As much as I’d like to say I find this these figures surprising, I don’t. Like lots of other industry-obsessives, I’ve been saying for a while that mobile will define our future. And I still think it will. My company, Vibrant Media, recently introduced its first “mobile-first” product, and we’re one of many heading in that direction. But for mobile to get to the next level, and for it to truly come first — for brands, consumers, and publishers — we need to see the existing mobile “divergence” transformed into mobile convergence.

The first step is to collectively to figure out what mobile can really deliver for brands. According to Rebecca Lieb of the Altimeter Group, many brands still just don’t see a compelling rationale for mobile. “Strategic questions abound,” Lieb says. “At present, mobile is likely a stronger channel for earned and owned media than for paid for most brands.”

As I see it, at the moment “mobile” still means too many things to too many people. There’s a serious disconnect among the mobile-related needs and objectives of three key groups in the mobile landscape: brands, consumers, and publishers. This is the mobile divergence I’m talking about. As I wrote in greater detail on Medium, consumers want free content and utility to suit their device; brands are all about targeting and engagement; and publishers keep training their focus on revenue.

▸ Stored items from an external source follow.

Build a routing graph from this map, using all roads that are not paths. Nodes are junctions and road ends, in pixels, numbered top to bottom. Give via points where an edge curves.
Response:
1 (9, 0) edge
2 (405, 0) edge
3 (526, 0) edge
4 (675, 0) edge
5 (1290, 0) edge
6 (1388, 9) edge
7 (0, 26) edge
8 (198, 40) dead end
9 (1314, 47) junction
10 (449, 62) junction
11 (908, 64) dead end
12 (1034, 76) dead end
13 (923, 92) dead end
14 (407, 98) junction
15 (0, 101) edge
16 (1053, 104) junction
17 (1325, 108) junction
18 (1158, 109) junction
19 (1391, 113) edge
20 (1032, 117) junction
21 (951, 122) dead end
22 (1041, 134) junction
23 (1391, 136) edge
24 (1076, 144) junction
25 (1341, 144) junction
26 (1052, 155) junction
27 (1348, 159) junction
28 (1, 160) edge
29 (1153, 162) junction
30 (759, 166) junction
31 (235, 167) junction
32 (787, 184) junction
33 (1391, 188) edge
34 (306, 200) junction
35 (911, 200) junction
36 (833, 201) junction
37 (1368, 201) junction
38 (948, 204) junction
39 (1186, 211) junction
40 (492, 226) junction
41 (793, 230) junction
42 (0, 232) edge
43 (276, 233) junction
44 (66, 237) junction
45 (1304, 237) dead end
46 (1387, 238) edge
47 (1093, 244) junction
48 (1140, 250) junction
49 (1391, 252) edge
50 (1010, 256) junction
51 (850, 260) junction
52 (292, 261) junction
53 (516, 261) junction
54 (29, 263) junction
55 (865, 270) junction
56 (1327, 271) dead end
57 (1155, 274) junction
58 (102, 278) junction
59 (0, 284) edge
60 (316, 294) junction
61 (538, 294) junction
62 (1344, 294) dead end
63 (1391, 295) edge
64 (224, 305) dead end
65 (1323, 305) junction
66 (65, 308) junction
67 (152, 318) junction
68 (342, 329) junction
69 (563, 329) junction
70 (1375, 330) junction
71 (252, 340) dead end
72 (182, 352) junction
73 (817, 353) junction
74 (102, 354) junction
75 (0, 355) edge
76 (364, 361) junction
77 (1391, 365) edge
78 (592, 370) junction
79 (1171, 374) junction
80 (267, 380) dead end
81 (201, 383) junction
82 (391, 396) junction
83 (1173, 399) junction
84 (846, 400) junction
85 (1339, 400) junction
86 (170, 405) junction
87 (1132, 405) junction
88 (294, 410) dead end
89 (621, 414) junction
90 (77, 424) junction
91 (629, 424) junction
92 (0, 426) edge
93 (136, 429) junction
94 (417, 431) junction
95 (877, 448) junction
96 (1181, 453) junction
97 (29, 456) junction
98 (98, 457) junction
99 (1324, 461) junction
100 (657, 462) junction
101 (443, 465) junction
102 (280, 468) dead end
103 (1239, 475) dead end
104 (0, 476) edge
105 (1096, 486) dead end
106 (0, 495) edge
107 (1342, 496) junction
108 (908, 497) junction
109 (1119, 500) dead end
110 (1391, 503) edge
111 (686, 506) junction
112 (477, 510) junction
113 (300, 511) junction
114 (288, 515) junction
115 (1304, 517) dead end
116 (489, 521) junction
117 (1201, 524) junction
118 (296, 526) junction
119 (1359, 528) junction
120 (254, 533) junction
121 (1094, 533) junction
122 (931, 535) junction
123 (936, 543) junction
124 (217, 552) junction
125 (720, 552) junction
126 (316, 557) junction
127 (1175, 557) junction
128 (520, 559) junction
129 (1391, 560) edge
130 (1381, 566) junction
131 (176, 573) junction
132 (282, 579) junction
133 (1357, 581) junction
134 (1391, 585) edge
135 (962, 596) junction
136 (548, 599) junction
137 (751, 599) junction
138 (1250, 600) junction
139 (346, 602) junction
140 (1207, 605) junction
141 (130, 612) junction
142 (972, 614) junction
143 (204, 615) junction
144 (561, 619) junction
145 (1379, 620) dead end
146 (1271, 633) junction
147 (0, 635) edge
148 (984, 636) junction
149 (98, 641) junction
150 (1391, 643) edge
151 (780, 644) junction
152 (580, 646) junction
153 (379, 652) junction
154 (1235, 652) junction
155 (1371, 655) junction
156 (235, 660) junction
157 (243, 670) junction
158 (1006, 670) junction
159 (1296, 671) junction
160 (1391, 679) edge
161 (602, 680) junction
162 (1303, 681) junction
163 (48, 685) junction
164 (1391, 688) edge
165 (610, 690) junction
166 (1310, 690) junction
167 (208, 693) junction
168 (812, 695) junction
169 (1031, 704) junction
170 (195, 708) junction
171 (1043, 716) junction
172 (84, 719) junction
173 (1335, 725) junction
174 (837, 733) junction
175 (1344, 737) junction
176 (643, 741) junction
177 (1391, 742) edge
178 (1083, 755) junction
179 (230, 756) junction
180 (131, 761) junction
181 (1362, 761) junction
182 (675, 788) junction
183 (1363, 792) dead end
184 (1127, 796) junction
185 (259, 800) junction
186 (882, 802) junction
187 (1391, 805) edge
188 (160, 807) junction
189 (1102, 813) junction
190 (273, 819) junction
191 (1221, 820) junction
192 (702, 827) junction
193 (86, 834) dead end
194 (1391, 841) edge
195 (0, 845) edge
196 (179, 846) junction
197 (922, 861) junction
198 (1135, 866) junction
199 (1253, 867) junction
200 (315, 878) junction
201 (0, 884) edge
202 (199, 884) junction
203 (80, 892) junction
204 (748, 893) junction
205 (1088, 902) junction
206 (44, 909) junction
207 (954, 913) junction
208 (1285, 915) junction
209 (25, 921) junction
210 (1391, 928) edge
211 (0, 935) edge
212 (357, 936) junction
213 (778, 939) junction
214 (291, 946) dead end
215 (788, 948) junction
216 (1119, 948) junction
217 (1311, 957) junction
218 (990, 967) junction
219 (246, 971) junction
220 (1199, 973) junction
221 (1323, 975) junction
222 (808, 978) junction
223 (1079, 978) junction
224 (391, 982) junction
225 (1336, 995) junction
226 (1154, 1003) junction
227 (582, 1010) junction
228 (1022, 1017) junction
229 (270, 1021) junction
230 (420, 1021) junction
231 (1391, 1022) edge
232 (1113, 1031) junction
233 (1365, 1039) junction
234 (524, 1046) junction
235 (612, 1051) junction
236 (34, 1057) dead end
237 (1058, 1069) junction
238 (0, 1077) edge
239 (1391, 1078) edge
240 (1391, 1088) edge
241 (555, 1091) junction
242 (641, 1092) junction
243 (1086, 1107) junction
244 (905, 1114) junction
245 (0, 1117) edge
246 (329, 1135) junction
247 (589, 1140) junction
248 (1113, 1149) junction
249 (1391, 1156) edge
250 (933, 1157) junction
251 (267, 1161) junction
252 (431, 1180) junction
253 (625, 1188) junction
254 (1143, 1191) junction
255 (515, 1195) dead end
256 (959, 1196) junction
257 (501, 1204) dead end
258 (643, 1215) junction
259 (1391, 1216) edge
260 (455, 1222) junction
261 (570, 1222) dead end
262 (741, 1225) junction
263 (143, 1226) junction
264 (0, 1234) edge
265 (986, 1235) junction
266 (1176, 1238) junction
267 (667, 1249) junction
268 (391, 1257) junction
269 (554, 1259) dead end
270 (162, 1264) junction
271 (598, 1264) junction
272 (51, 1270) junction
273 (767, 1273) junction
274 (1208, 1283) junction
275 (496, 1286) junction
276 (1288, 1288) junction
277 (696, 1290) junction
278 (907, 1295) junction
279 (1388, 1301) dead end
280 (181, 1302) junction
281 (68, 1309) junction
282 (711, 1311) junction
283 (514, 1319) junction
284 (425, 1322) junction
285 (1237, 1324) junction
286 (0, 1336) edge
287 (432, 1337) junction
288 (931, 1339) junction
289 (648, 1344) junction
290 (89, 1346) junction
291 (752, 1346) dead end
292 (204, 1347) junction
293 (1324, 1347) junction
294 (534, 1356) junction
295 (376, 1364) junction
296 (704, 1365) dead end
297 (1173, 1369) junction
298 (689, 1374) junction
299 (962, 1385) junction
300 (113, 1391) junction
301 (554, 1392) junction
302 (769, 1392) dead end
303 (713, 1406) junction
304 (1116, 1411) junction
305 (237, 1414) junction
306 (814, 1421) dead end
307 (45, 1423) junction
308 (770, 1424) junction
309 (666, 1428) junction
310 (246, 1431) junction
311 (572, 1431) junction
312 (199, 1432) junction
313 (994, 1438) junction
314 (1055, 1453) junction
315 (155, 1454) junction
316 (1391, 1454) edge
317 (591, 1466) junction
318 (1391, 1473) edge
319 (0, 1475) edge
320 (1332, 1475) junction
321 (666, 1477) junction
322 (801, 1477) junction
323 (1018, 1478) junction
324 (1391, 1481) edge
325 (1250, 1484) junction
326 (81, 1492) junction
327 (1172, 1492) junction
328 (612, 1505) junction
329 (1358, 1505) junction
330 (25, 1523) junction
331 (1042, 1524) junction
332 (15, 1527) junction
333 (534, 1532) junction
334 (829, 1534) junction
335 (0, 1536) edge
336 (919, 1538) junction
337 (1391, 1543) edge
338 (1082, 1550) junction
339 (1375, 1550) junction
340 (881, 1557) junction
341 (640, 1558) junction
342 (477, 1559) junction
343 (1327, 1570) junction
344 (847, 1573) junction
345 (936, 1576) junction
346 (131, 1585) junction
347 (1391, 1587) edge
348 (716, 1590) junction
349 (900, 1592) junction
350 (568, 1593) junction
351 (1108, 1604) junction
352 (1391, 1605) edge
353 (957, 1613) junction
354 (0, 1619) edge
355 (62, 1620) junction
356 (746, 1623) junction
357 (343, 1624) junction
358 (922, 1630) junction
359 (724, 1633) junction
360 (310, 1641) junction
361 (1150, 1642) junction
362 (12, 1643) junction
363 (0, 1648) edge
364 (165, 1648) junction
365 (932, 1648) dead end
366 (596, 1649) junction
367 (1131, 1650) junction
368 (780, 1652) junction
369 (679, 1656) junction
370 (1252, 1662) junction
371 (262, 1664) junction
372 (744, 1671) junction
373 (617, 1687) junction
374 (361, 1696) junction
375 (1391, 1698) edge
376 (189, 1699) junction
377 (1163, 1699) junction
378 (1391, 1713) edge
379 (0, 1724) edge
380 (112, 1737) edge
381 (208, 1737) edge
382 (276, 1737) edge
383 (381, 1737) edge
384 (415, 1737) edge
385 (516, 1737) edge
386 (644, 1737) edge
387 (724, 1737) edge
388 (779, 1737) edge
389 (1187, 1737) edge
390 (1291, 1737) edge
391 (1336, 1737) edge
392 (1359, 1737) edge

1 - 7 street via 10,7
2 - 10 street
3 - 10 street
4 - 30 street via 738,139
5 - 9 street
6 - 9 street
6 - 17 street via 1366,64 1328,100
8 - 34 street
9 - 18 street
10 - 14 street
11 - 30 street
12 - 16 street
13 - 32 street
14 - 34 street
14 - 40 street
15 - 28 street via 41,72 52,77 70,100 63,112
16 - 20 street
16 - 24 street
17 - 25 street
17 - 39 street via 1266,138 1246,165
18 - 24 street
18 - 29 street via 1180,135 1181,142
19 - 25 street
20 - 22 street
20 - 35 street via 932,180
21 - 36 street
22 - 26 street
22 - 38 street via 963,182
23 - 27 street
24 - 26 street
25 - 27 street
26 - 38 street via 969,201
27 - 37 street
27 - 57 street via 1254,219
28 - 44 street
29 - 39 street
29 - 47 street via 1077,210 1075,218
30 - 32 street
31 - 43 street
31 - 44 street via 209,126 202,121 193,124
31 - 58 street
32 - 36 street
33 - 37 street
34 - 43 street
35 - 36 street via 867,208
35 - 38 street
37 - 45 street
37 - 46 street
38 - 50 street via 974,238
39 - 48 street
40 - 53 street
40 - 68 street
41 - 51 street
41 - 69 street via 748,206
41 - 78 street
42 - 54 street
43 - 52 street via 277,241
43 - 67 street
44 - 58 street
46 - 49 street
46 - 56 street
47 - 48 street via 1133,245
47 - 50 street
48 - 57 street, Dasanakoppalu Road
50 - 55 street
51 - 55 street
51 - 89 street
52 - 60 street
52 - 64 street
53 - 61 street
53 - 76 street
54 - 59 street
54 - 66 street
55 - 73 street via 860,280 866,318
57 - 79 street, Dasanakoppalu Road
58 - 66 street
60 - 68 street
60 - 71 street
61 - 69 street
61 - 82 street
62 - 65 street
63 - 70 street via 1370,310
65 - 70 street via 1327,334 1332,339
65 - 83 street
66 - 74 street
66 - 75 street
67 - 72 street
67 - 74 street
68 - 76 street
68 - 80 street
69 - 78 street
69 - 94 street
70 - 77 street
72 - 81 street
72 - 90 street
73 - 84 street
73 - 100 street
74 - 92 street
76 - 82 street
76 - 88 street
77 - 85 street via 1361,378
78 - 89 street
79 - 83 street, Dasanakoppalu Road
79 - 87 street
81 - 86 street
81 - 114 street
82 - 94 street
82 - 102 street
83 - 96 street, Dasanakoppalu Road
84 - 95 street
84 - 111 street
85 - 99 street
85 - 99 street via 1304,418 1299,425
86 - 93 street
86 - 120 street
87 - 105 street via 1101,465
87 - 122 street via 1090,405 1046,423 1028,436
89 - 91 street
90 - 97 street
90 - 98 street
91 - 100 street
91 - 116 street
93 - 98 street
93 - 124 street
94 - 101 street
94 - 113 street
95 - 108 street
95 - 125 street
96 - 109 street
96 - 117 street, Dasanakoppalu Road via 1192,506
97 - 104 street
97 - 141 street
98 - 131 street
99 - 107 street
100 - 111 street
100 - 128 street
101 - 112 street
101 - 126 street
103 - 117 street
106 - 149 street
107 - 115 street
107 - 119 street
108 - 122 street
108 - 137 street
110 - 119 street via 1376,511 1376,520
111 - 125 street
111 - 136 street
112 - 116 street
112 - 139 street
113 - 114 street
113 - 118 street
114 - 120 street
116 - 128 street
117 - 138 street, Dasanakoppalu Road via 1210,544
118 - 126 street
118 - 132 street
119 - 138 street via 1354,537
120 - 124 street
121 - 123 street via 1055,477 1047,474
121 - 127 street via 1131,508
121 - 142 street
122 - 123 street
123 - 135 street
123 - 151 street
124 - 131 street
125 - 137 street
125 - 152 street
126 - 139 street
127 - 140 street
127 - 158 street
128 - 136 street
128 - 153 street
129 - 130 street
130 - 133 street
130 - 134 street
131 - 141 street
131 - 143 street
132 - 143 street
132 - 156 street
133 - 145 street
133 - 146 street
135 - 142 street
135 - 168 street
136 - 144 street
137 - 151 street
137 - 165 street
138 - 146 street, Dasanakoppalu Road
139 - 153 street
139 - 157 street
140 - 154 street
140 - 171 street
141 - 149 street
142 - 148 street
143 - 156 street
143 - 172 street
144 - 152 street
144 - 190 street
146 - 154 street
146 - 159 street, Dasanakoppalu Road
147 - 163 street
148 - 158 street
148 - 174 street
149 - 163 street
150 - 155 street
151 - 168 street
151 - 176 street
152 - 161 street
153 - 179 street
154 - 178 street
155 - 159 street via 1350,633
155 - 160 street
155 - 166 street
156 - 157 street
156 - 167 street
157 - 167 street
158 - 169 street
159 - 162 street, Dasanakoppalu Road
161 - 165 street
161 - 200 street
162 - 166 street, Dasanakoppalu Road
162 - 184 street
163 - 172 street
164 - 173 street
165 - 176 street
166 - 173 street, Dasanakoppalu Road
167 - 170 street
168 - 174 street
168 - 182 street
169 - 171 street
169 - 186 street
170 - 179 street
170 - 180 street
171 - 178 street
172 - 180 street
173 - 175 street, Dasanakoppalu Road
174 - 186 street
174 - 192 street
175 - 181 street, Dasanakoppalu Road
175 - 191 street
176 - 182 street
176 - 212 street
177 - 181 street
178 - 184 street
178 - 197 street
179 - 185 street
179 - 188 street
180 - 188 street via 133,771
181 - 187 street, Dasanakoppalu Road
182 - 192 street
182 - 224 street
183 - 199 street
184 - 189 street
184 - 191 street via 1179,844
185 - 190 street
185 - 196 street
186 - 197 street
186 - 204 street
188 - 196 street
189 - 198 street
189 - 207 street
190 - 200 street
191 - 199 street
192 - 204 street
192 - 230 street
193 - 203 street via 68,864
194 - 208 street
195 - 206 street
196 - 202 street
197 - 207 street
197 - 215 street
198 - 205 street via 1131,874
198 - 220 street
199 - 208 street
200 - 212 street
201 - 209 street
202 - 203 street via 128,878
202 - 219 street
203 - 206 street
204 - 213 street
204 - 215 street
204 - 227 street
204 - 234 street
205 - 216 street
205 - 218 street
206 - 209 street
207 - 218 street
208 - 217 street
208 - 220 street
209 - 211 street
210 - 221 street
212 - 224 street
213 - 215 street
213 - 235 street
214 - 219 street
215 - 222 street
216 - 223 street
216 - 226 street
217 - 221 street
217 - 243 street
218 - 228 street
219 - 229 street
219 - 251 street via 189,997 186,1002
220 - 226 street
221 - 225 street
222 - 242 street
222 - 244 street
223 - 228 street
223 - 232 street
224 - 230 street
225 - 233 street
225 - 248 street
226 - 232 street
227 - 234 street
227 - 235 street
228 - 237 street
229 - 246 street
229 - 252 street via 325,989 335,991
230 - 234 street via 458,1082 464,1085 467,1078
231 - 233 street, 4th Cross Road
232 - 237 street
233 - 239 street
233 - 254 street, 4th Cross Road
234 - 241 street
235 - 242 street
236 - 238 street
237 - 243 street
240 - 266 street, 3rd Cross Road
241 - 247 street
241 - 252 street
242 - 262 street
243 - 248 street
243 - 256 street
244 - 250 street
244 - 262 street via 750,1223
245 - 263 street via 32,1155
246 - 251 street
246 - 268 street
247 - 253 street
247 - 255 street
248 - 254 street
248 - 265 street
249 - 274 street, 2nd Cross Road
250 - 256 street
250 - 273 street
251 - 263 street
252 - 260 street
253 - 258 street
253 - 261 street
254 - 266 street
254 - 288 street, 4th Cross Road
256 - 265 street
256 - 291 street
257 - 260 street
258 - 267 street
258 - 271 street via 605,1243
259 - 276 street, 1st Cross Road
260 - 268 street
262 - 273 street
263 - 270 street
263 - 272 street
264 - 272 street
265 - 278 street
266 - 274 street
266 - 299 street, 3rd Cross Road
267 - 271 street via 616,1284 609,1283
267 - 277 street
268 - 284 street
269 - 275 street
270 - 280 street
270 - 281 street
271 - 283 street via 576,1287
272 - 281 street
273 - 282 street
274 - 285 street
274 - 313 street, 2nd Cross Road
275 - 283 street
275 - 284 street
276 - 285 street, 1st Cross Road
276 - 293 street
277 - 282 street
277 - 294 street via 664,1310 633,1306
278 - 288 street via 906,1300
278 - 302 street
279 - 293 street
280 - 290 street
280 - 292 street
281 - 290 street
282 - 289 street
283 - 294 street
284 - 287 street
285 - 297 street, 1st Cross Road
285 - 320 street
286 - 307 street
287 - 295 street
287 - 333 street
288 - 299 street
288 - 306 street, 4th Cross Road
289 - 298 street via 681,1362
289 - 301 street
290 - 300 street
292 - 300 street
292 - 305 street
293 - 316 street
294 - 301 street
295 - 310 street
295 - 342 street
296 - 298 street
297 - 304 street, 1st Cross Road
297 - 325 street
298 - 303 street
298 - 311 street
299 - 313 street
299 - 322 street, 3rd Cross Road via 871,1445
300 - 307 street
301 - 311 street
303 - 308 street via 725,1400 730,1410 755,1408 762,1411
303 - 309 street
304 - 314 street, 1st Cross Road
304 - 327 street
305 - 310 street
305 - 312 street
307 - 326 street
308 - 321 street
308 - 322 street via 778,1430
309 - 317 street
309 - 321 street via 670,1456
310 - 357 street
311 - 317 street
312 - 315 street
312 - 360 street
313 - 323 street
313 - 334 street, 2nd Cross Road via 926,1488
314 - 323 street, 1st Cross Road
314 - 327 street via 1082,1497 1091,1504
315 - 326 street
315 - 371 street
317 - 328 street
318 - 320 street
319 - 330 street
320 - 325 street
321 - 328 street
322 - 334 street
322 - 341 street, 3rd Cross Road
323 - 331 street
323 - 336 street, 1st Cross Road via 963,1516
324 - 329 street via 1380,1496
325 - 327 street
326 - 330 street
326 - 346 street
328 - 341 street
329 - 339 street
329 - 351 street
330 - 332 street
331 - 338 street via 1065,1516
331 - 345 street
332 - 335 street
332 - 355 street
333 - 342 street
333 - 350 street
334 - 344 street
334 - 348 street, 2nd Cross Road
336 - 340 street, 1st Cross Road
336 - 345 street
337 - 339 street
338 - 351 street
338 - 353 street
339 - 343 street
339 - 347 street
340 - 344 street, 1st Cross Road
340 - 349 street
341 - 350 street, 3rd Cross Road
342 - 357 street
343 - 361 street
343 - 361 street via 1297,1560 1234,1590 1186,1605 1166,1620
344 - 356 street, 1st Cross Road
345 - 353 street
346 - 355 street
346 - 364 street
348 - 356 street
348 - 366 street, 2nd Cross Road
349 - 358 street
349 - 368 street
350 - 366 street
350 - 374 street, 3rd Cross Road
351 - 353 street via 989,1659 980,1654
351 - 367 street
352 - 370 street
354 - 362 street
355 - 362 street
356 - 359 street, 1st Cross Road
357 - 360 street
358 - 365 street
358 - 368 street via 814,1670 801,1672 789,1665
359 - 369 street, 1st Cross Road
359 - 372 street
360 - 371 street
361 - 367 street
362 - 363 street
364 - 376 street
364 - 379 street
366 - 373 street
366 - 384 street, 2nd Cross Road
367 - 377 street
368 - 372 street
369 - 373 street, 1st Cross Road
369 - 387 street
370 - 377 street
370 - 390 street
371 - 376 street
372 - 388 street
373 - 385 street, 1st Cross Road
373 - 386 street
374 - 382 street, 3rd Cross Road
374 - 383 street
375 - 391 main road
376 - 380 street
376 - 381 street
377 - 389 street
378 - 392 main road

Of course, earned and owned media can deliver engagement. Look at the explosion of sponsored content we’re seeing lately, or the handful of smart, targeted local apps you rely on to find ATMs and gas stations. And for publishers, mobile has been shown to support – if not generate – meaningful revenue.

Tablets are hitting critical mass too, and they represent a potential-charged platform for marketers and publishers. Industry analyst Ken Doctor tells me he sees tablet ad sales pulling ahead of smartphone ad sales, even as minutes spent on tablets still lag. Tablets will likely stay in the lead as more exciting canvases for brand advertising, including the two “hyper-growth categories” (in Doctor’s words) of sponsored content and video.

Finally, we need to stop thinking of mobile as world unto itself. We don’t need to reinvent the wheel. As Lieb reminded me, mobile is just another platform, facing the very same questions and challenges as TV, the Internet, magazines, and newspapers have done at various stages of their development. The sooner we recognize this – and the sooner we can bring what we’ve learned in other realms to the world of mobile – then the better our mobile ads will be, and the more we’ll be able to deliver for everyone involved.

These are the essential points of “convergence” for the industry’s mobile stakeholders: sponsored content creation, tablet-first design and development, and cross-platform thinking. Focusing on these will deliver the engagement brands crave, the service consumers deserve, and the revenue publishers need. And maybe – just maybe – they’ll make 2013 the true year of mobile.